## What is expected
Reproduce verbatim the lines of the material below, starting at the line with "wrist: (157, 341)" and ending at the line with "thumb tip: (288, 206)", both inclusive; skip the rest.

== Segment start ==

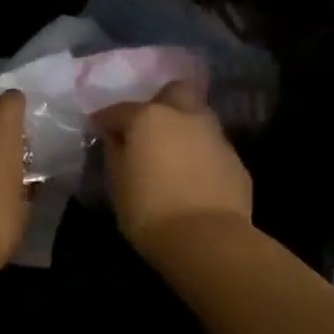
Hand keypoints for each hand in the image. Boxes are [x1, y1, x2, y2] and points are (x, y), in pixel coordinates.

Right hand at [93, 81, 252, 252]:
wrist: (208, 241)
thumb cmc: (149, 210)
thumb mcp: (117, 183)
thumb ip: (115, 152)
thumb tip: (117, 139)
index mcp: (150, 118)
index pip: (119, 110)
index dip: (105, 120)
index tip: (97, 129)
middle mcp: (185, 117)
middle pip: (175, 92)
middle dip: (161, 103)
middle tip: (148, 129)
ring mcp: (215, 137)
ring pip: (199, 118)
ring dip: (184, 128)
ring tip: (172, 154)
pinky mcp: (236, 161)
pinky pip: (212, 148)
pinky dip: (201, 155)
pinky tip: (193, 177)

== Segment end ==
== Segment start ==

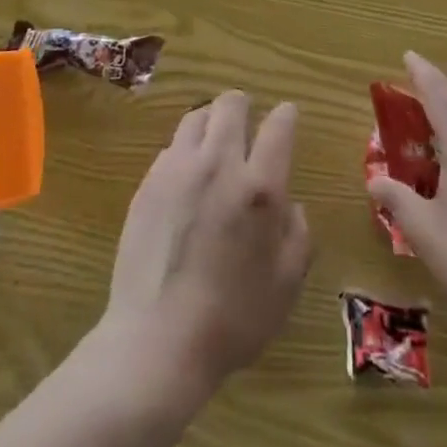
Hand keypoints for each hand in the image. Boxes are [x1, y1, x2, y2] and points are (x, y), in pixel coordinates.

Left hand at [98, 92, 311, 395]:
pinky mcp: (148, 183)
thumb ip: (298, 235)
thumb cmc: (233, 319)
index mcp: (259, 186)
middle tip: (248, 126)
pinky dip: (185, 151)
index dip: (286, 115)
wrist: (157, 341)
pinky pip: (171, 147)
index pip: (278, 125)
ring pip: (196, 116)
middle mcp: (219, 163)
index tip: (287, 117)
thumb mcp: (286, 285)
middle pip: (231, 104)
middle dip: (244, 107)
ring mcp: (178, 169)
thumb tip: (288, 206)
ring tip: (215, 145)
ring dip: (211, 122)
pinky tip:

== Segment end ==

## Result of this exercise
wrist: (157, 341)
pinky pip: (171, 147)
index pip: (278, 125)
ring pip: (196, 116)
middle mcp: (219, 163)
index tip: (287, 117)
thumb mcp: (286, 285)
middle pip: (231, 104)
middle dip: (244, 107)
ring mcp: (178, 169)
thumb tip: (288, 206)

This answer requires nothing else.